------ Dataset extract

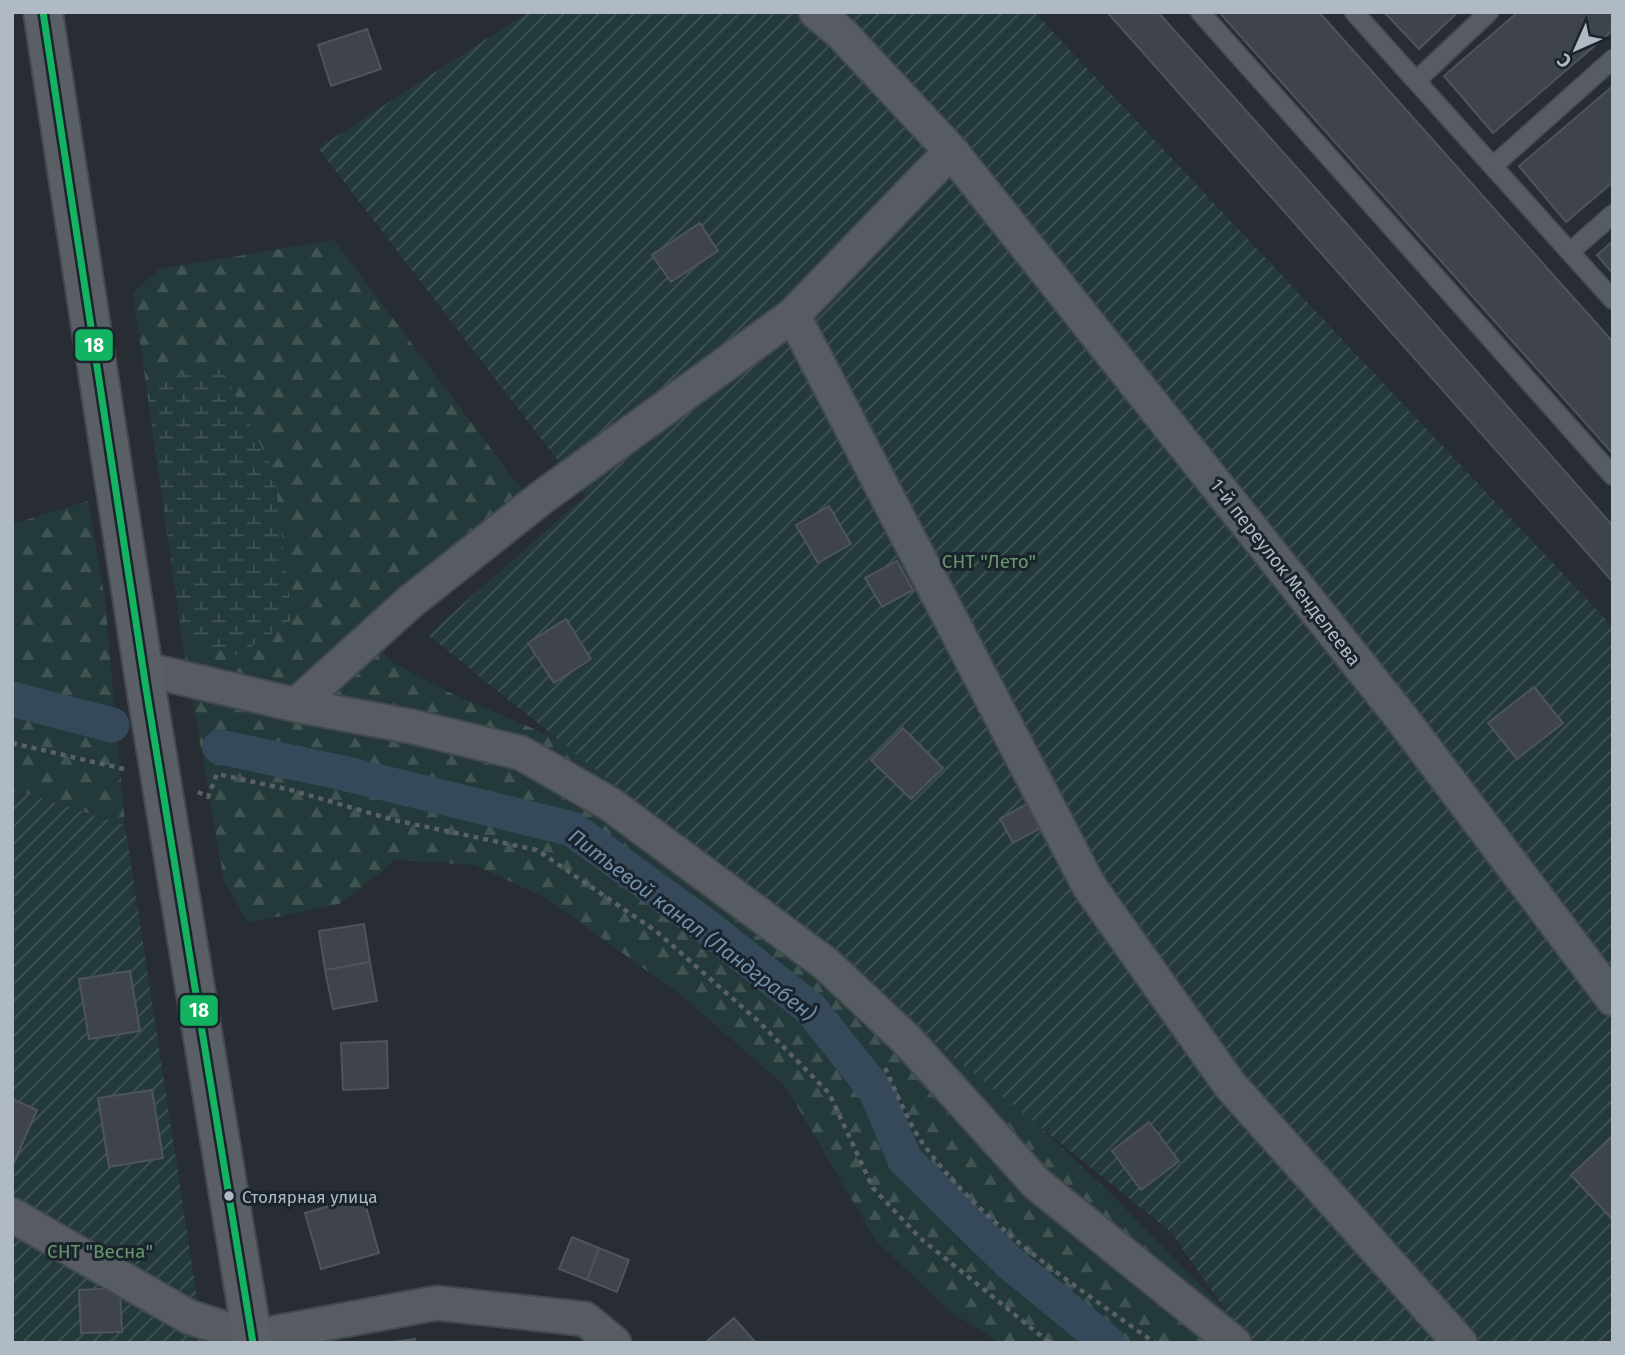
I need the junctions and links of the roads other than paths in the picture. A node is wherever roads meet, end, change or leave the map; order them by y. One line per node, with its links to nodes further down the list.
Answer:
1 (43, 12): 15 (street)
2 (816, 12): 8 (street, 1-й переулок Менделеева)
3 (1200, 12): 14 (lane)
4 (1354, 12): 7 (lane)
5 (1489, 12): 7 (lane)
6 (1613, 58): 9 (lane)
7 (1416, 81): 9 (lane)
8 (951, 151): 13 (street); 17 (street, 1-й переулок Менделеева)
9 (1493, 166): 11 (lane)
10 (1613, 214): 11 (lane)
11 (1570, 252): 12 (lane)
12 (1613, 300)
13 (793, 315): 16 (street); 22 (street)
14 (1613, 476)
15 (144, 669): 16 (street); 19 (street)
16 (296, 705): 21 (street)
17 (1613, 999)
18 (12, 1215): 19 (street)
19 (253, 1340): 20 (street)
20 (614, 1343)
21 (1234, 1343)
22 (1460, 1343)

------------

- _Aim of the task_:
Output the records above exactly, leaving out pictures.

- _Exercise output_:
I need the junctions and links of the roads other than paths in the picture. A node is wherever roads meet, end, change or leave the map; order them by y. One line per node, with its links to nodes further down the list.
Answer:
1 (43, 12): 15 (street)
2 (816, 12): 8 (street, 1-й переулок Менделеева)
3 (1200, 12): 14 (lane)
4 (1354, 12): 7 (lane)
5 (1489, 12): 7 (lane)
6 (1613, 58): 9 (lane)
7 (1416, 81): 9 (lane)
8 (951, 151): 13 (street); 17 (street, 1-й переулок Менделеева)
9 (1493, 166): 11 (lane)
10 (1613, 214): 11 (lane)
11 (1570, 252): 12 (lane)
12 (1613, 300)
13 (793, 315): 16 (street); 22 (street)
14 (1613, 476)
15 (144, 669): 16 (street); 19 (street)
16 (296, 705): 21 (street)
17 (1613, 999)
18 (12, 1215): 19 (street)
19 (253, 1340): 20 (street)
20 (614, 1343)
21 (1234, 1343)
22 (1460, 1343)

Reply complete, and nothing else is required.